Je me suis brusquement levé, culbutant ma chaise, renversant une carafe. Le vin s’est répandu sur la nappe blanche comme le sang jailli d’une blessure ouverte.
J’ai fixé cette tache dont les contours s’élargissaient et j’ai eu l’impression que c’était mon propre sang qui se répandait, mon ventre qui se vidait.
Je suis parti alors qu’on criait mon nom, qu’on m’exhortait à revenir. Mais je n’ai pas entendu la voix de Claudia.
J’ai longé les quais du port de Skala, me retournant à plusieurs reprises, sachant pourtant que Claudia s’abstiendrait de me suivre. J’ai néanmoins continué de l’espérer. Quand j’ai atteint ma bergerie, je me suis assis sur la pierre plate à droite de l’entrée.
J’ai attendu encore, guettant le chemin qui serpente entre les oliviers.
34
Claudia est revenue le surlendemain.
Elle est restée campée devant moi qui lisais, assis sur la pierre plate devant ma bergerie.
Elle a croisé les bras. Elle ressemblait ainsi à une statue impérieuse au visage si lisse, aux traits si purs qu’ils en étaient presque inexpressifs, et c’était cette impassibilité qui m’attirait.
Je me suis souvenu de la peau soyeuse et cependant marmoréenne de son corps, de la perfection de ses formes, de la lenteur avec laquelle elle bougeait, comme si elle appartenait à un monde que régissait un autre battement du temps.
Certes, je l’avais pénétrée brutalement, je l’avais fait se cambrer, elle avait gémi. Mais je la ressentais pourtant comme inaccessible. J’ai eu la tentation de m’agenouiller devant elle, de lui entourer les cuisses de mes bras, de poser ma tête contre son sexe, de mendier un peu d’attention. J’étais prêt, pour obtenir cette aumône, à implorer son pardon.
J’étais coupable d’être écrasé par mon passé et par cet âge qui m’entravaient, par ce deuil de Marie qui jamais ne prendrait fin.

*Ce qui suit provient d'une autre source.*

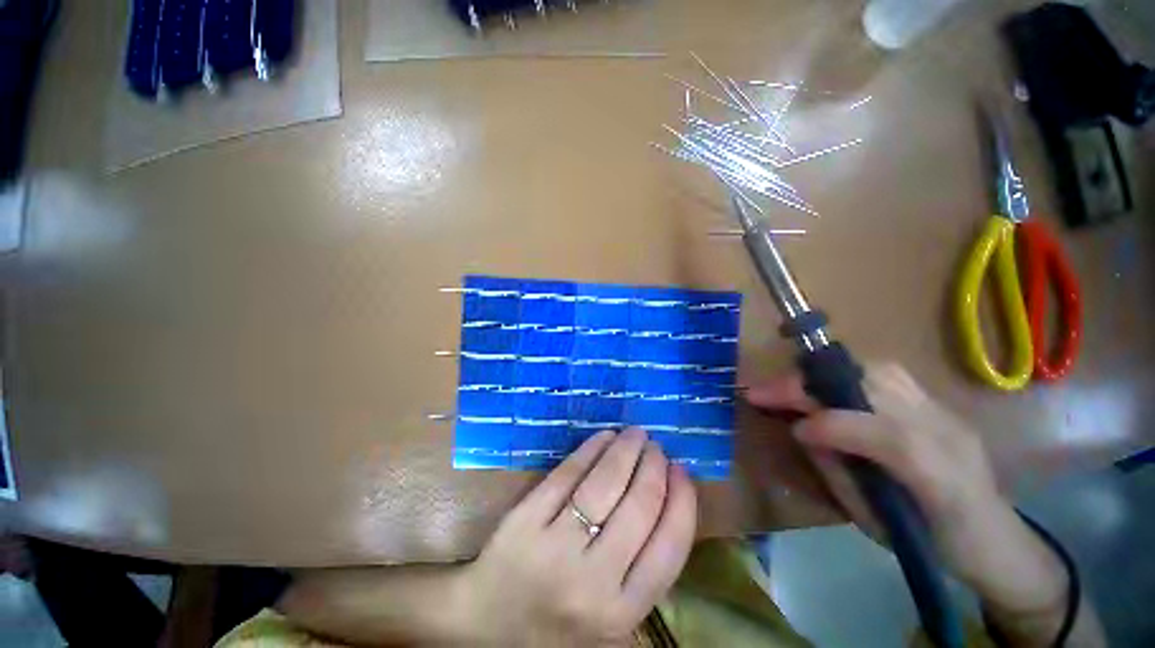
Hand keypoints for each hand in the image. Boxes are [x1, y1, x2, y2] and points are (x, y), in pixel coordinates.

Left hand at [453, 428, 696, 646]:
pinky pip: (567, 475)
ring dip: (625, 451)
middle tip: (657, 447)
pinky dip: (590, 450)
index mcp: (622, 612)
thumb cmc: (559, 620)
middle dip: (654, 467)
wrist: (489, 628)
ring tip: (636, 435)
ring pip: (604, 484)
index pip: (670, 547)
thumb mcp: (612, 613)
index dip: (681, 500)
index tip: (683, 471)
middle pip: (639, 507)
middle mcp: (592, 582)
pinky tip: (604, 437)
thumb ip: (642, 569)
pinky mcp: (525, 519)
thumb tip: (669, 500)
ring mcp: (555, 547)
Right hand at [746, 364, 1098, 645]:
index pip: (881, 434)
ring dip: (824, 373)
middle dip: (807, 385)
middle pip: (872, 386)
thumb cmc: (932, 544)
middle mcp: (947, 431)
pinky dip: (847, 372)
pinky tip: (826, 385)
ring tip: (789, 386)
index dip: (827, 426)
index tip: (787, 427)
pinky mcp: (938, 403)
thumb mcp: (878, 525)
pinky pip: (887, 373)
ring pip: (878, 370)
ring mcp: (945, 410)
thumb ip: (839, 472)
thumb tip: (802, 431)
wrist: (997, 541)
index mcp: (940, 476)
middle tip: (763, 391)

J’étais coupable de tous ces remords que je n’arrivais plus à chasser ni à contenir.
J’étais coupable d’être écartelé entre ma quête de la foi, ma volonté de contraindre mon corps, ma fascination pour ceux qui se flagellaient, et mes désirs qu’elle avait fait renaître, auxquels j’avais succombé.
Elle m’avait comblé, m’avait donné l’illusion d’une résurrection, et j’en étais plus désespéré encore.

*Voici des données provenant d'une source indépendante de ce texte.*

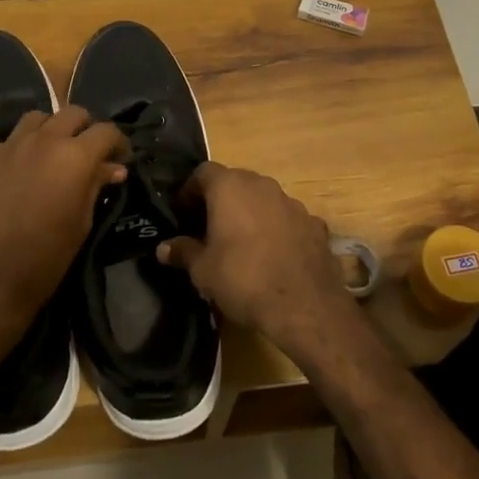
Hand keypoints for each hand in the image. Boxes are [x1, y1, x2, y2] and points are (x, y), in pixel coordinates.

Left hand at [0, 98, 127, 345]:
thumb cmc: (46, 259)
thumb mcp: (82, 223)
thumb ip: (96, 187)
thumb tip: (114, 168)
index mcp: (76, 157)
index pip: (106, 131)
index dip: (118, 143)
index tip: (120, 158)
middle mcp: (46, 140)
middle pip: (73, 114)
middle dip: (85, 128)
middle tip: (86, 151)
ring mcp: (9, 144)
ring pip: (35, 116)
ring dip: (48, 127)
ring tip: (49, 144)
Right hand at [157, 162, 355, 357]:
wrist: (304, 305)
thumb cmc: (243, 279)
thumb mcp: (203, 270)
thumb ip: (183, 252)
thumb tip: (163, 248)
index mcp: (230, 187)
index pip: (203, 172)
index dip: (190, 191)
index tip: (183, 214)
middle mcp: (262, 185)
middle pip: (235, 182)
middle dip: (221, 201)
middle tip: (209, 228)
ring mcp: (292, 202)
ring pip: (264, 199)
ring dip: (251, 213)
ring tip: (242, 244)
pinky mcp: (315, 224)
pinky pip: (288, 220)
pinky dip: (278, 230)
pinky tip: (274, 256)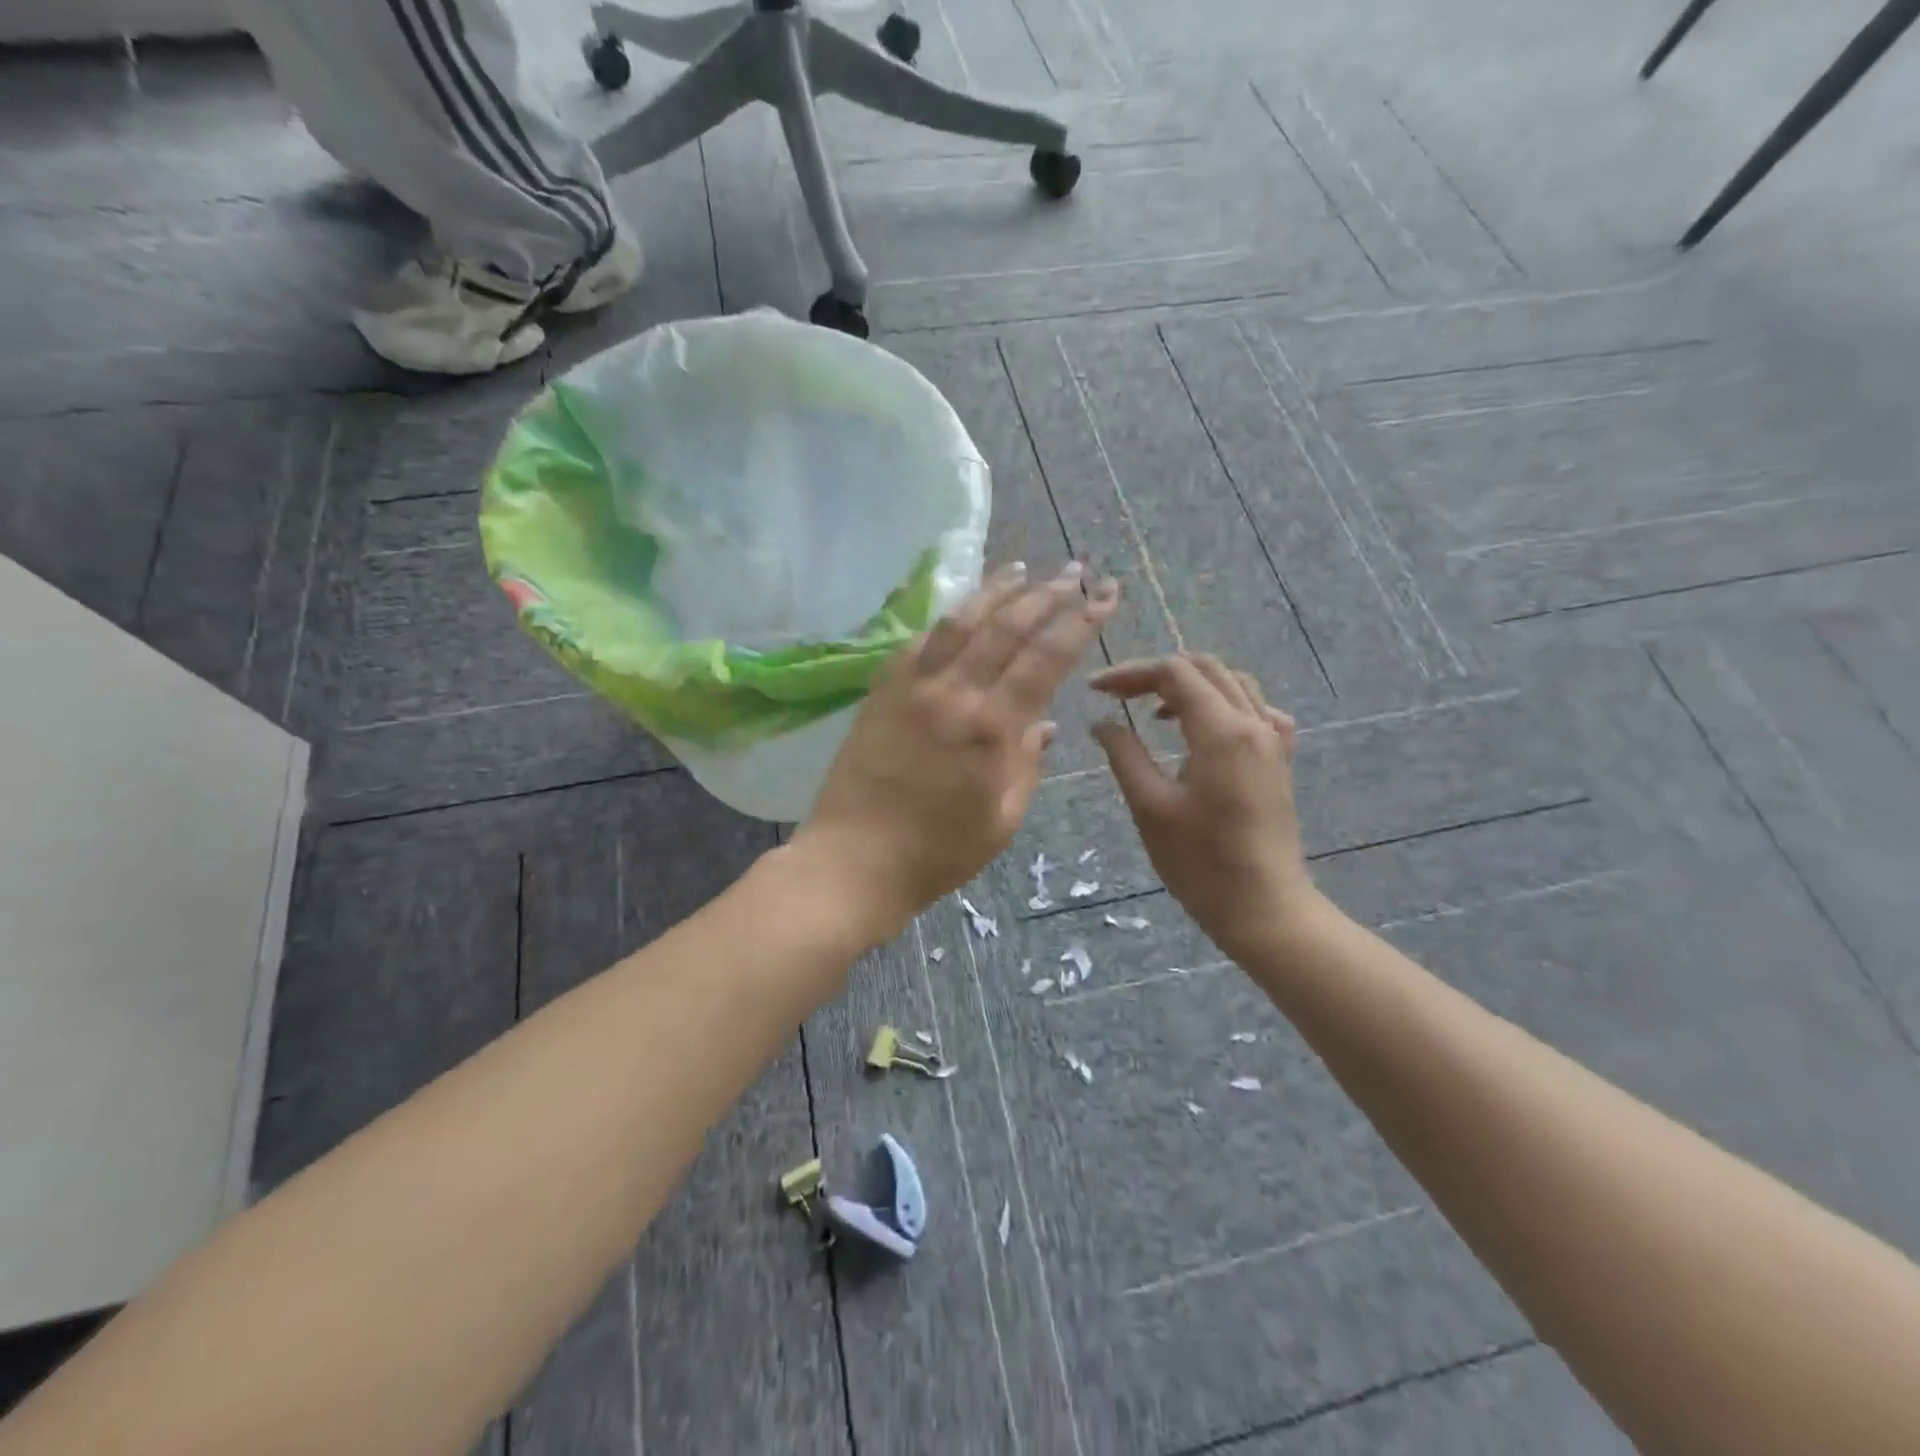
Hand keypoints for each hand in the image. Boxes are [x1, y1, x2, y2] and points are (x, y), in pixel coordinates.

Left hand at [795, 562, 1120, 942]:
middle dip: (1044, 593)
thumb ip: (1027, 763)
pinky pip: (918, 642)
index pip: (1044, 657)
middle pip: (1005, 626)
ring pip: (958, 621)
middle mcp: (952, 692)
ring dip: (993, 590)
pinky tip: (960, 612)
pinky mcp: (880, 691)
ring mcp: (910, 687)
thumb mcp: (1003, 818)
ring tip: (1020, 569)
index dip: (1079, 622)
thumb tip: (1043, 723)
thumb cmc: (938, 852)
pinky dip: (946, 620)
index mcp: (990, 726)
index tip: (1102, 596)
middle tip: (1072, 571)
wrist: (854, 861)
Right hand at [1089, 654, 1316, 960]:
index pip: (1174, 673)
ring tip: (1153, 710)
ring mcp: (1273, 741)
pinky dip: (1223, 703)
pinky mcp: (1279, 760)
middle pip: (1204, 668)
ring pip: (1232, 683)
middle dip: (1157, 673)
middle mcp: (1253, 723)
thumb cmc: (1200, 863)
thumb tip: (1102, 723)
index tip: (1095, 690)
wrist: (1264, 907)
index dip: (1130, 673)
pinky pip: (1256, 710)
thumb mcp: (1150, 807)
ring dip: (1190, 685)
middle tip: (1117, 695)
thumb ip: (1125, 755)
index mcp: (1221, 731)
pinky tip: (1205, 729)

Assis sur ma pierre, j’ai gardé la tête baissée pour échapper à mon désir de l’enlacer, de l’aimer. Immobile, je voulais me persuader que tout ce que j’éprouvais pour elle était vain.
J’ai murmuré : « Trop tard. »
M’a-t-elle entendu ? A-t-elle cédé à la compassion ?

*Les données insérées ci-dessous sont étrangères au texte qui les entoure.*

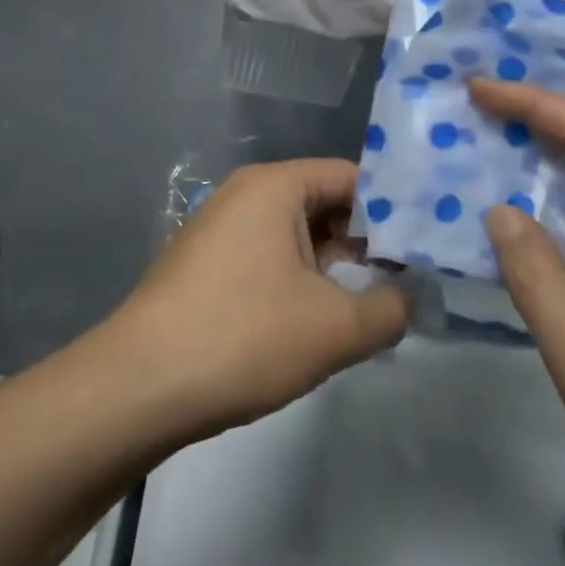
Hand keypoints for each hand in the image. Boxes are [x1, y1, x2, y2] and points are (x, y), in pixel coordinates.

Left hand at [111, 160, 409, 438]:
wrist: (138, 387)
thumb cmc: (243, 338)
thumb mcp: (335, 327)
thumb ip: (391, 309)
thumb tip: (411, 298)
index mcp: (274, 186)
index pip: (351, 178)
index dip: (394, 210)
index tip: (426, 247)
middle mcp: (244, 195)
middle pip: (324, 204)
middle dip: (367, 242)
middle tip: (410, 281)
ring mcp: (219, 230)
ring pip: (296, 236)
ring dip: (335, 267)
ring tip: (374, 305)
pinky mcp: (206, 266)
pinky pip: (269, 259)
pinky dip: (301, 281)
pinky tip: (321, 320)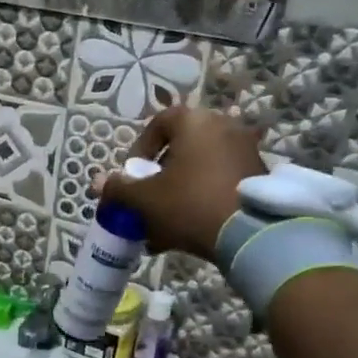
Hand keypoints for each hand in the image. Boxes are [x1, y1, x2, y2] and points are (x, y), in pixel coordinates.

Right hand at [97, 105, 265, 257]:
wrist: (251, 234)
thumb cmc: (190, 204)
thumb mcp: (145, 199)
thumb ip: (120, 188)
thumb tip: (98, 183)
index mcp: (195, 122)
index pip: (159, 123)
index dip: (140, 149)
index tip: (134, 175)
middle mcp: (224, 126)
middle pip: (182, 147)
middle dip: (161, 174)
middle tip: (150, 199)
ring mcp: (246, 149)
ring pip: (201, 167)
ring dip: (181, 189)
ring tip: (167, 222)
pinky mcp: (260, 175)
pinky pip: (221, 180)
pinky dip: (204, 197)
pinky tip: (191, 227)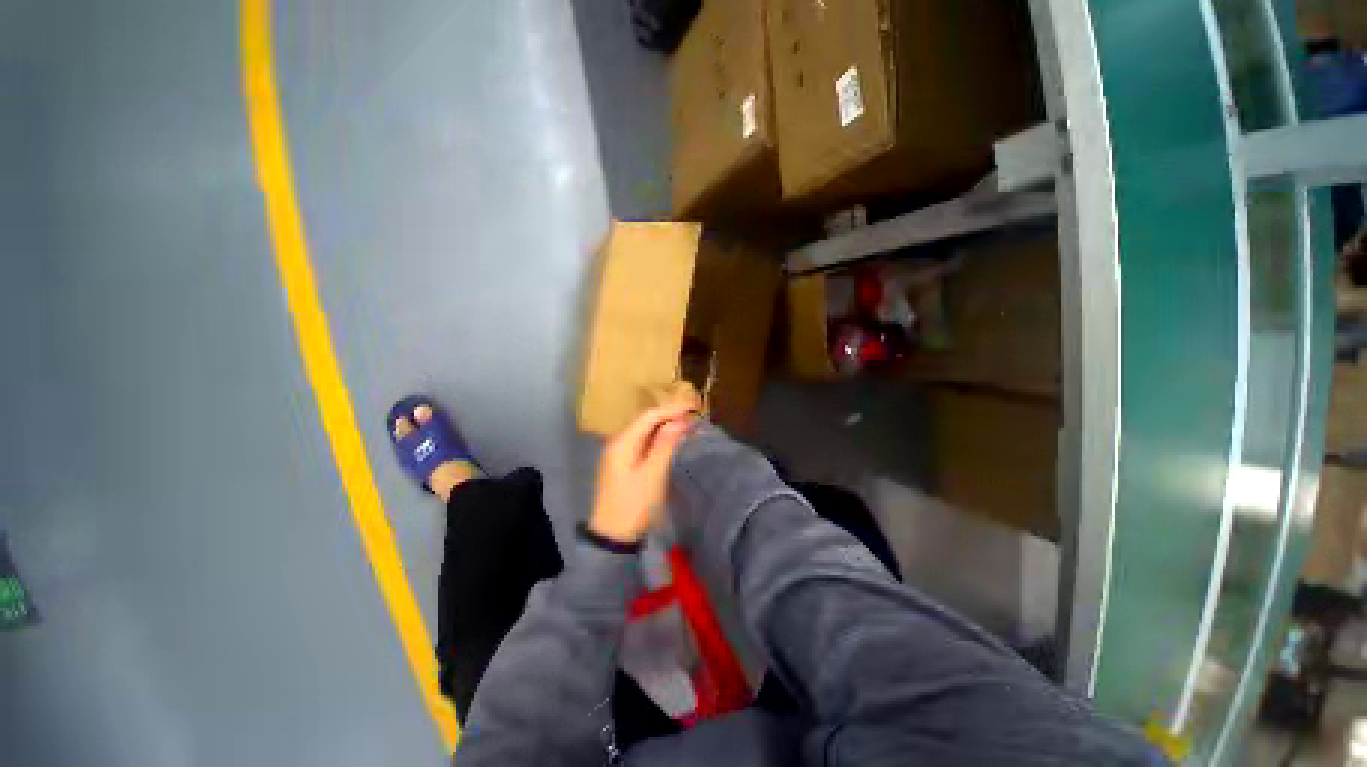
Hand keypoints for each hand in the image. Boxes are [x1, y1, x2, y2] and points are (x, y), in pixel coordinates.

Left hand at [588, 402, 696, 544]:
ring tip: (687, 423)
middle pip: (645, 421)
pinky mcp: (623, 465)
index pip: (649, 416)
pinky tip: (671, 440)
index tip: (694, 406)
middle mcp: (618, 443)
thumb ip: (665, 445)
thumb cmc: (634, 506)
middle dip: (669, 415)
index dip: (672, 409)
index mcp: (622, 442)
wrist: (612, 539)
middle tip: (693, 413)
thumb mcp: (652, 474)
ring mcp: (619, 454)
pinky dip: (659, 439)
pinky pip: (643, 443)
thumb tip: (679, 421)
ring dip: (665, 426)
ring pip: (644, 432)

Elle a fait un pas, s’est assise près de moi dans le soleil, mais elle a veillé à ne pas m’effleurer et je n’ai pas tenté de me rapprocher d’elle.
J’ai tendu le bras vers l’horizon, vers cette mer éblouissante, sans limites, recouverte d’écailles vibrantes.
Dans le creux de la rade, au pied de la colline, s’entassaient les maisons cubiques et blanches du port de Skala.
« La Cité du Soleil », ai-je dit.
Le titre du livre du dominicain Tommaso Campanella s’était tout à coup imposé à moi et je me suis mis à parler de cet homme au visage massif, à la peau épaisse et rugueuse, aux grosses verrues qui l’enlaidissaient, au regard exprimant détermination et obstination.
Il était né en 1568 en Calabre, dans le petit village de Stilo. J’avais vu, sur la place de Stilo, la statue de ce fils de pauvres gens aussi démunis et analphabètes que l’avaient été les parents de Thomas Münzer.
Mais alors que Münzer, clerc dans le siècle, avait soulevé les paysans et pris la tête de leur révolte, Tommaso Campanella était resté au sein de l’Église, au bord de l’hérésie, et n’avait pas manié le glaive, mais trempé sa plume dans la colère et le rêve.
Mort en 1639, il avait décrit dans les premières années du xviie siècle une principauté idéale, cette Cité du Soleil, livre que j’avais lu pour la première fois à Patmos, nombre d’années auparavant.